Actuellement, l'utilisation de cannabis à des fins médicales nécessite la plupart du temps une autorisation exceptionnelle de l'OFSP. Eu égard au nombre élevé de demandes relatives à ce type d'autorisations, la commission et le Conseil fédéral considèrent que le système en vigueur n'est plus adapté. Il arrive en effet que des patients souffrant de maladies chroniques doivent supporter une longue attente. Un point fâcheux que la commission a déjà déploré dans la motion 18.3389.

Par ailleurs, le projet vise à rendre possible la culture de cannabis à des fins médicales ainsi que la fabrication, la préparation et le commerce de médicaments à base de cannabis moyennant, bien évidemment, l'autorisation de Swissmedic.

Pour permettre l'analyse des effets de cette révision et le contrôle des pratiques en matière de prescriptions, les médecins seront tenus de signaler les traitements et de transmettre les données pertinentes à l'OFSP. A ce sujet, la commission propose que l'on recueille en particulier les données relatives aux effets secondaires.

Sur les autres points, la commission a suivi l'avis du Conseil fédéral, et a approuvé le projet par 22 voix contre 3. A noter que la question du remboursement des médicaments à base de cannabis n'est pas traitée dans le cadre de ce projet.

Trois minorités, vous l'avez entendu, ont été déposées. Une proposition de minorité Porchet, à l'article 8 alinéa 9, vise à faciliter encore davantage l'accès au cannabis utilisé à des fins médicales. La minorité Porchet souhaite que la culture de plants de cannabis dans le cadre privé soit permise dans un but de consommation à des fins médicales. La minorité Porchet y voit trois avantages: éviter l'automédication; diminuer les coûts; lutter contre le trafic.
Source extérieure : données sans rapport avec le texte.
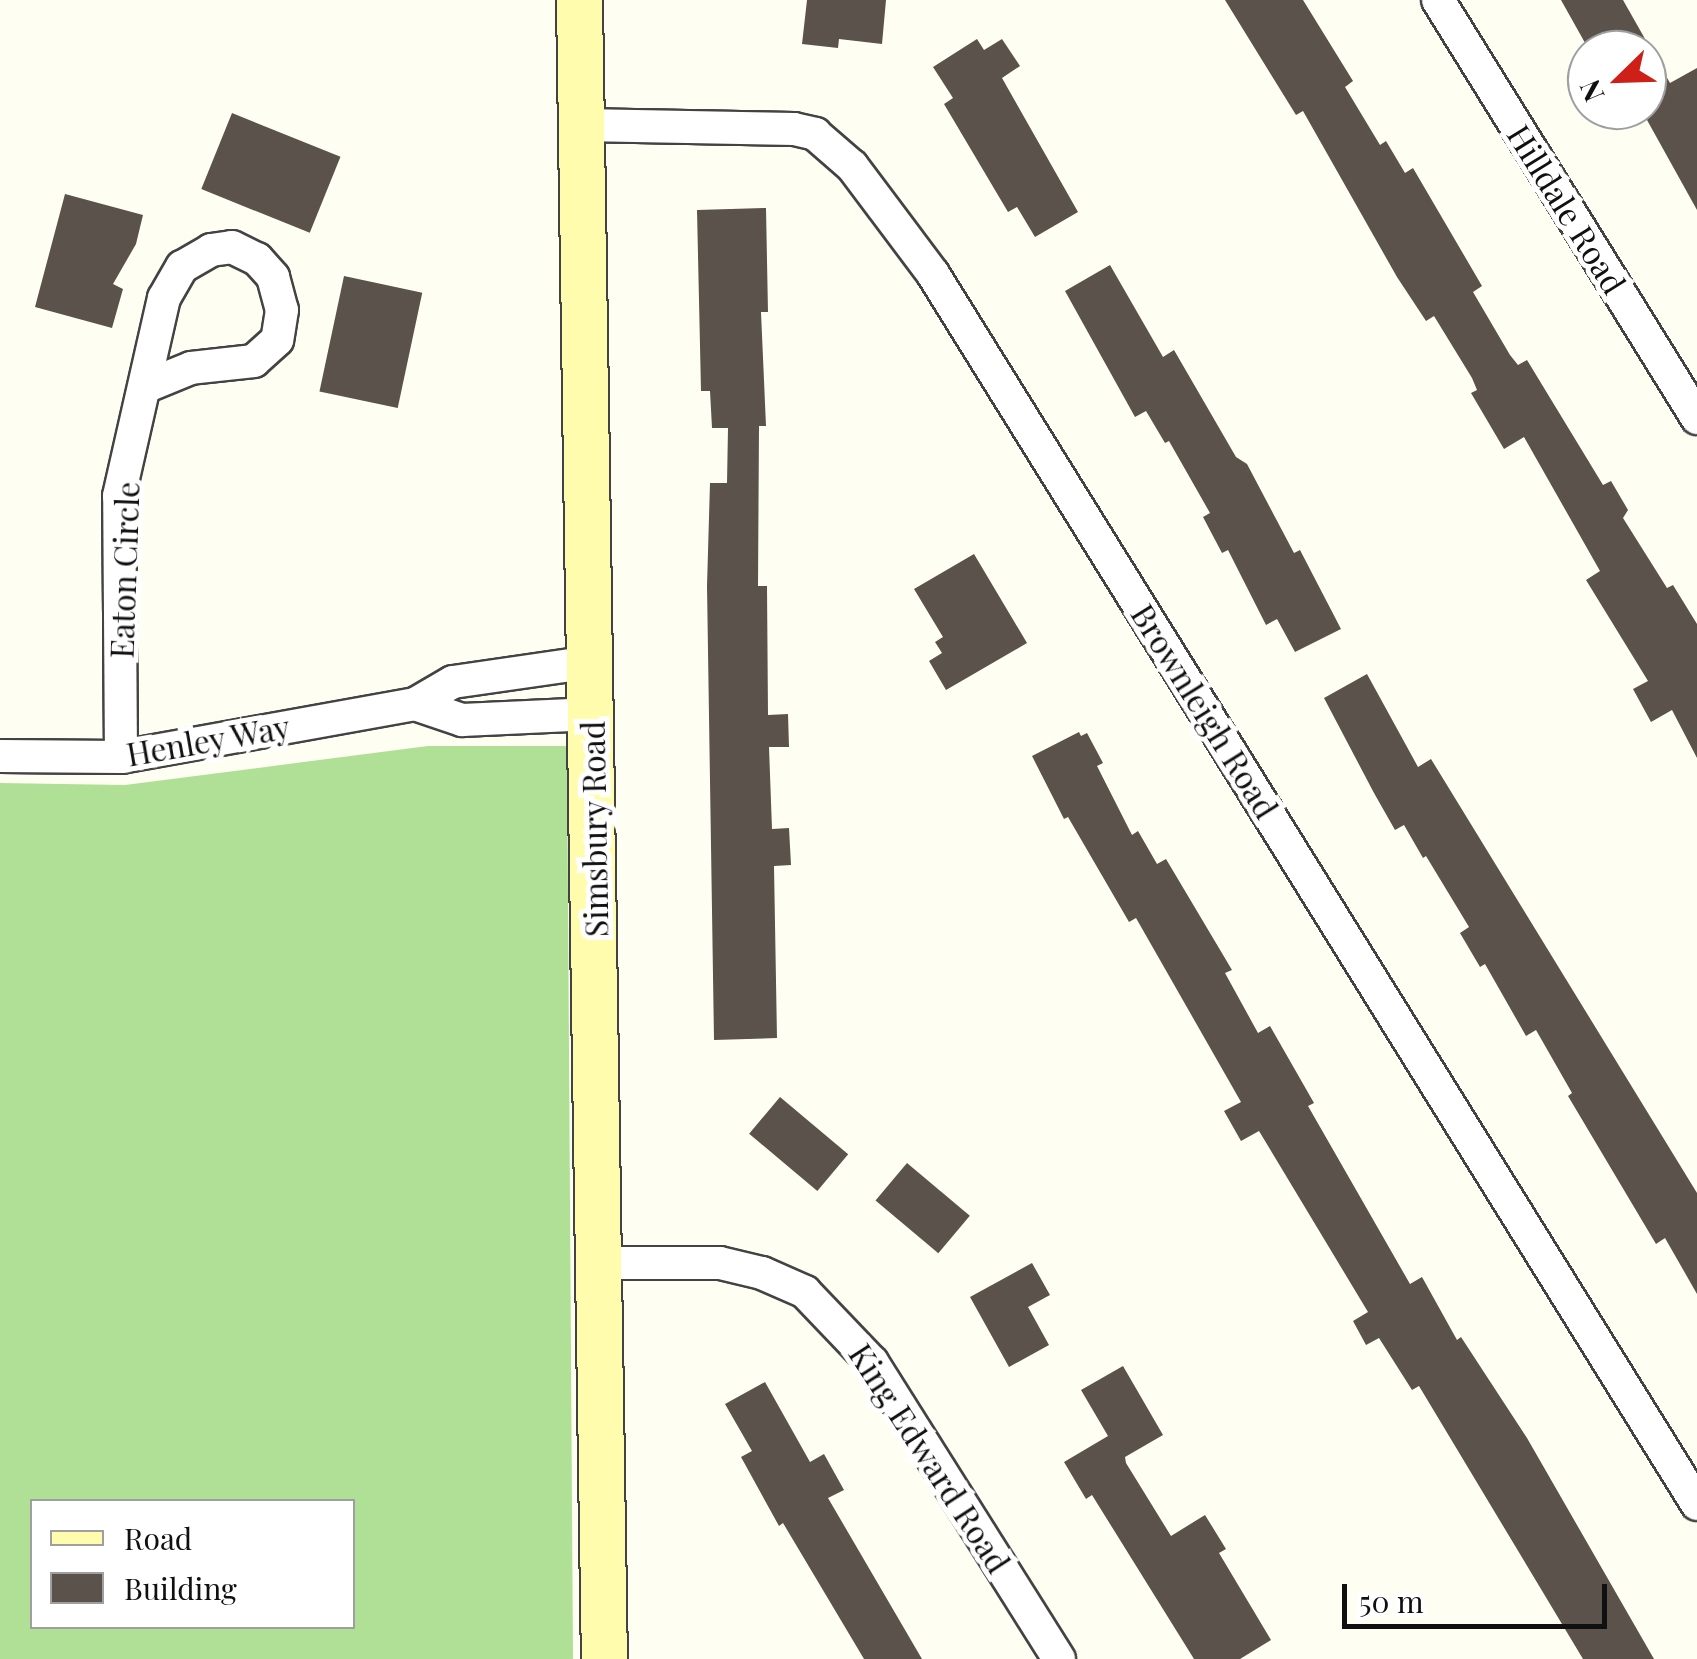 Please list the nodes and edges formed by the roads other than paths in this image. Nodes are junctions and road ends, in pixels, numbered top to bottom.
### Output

La commission a rejeté cette proposition par 17 voix contre 5 et 5 abstentions.

Deux autres propositions de minorité visent à introduire des conditions supplémentaires. Ce sont celles des minorités Herzog Verena à l'article 11 alinéa 1ter et à l'article 18bis. L'article 11 alinéa 1ter règle que "les médecins ne (puissent) pas prescrire ou remettre des médicaments à base de cannabis destinés à être fumés". Cette proposition a été rejetée par la commission par 14 voix contre 9. Dans ce cas, l'administration n'était pas sûre que la formulation de la proposition ainsi que son emplacement dans la loi soient appropriés. C'est pourquoi la commission a décidé de voter sur le contenu de la proposition: interdire ou non de prescrire des médicaments à base de cannabis destinés à être fumés. Après les délibérations de la commission, l'administration a proposé une formulation qui a été approuvée par la conseillère nationale Verena Herzog et la présidente de la commission.

L'autre proposition de la minorité Herzog Verena dispose que "les patients qui ont sur eux des médicaments à base de cannabis doivent pouvoir présenter l'ordonnance correspondante dans le cadre d'un contrôle effectué par les autorités". La proposition défendue par la minorité Verena Herzog a été rejetée par la commission par 17 voix contre 7.

En résumé, la commission souhaite que les patients aient un accès plus rapide et plus facile aux traitements comprenant des médicaments à base de cannabis. La commission a approuvé, par 22 voix contre 3, ce projet de modification de la loi sur les stupéfiants.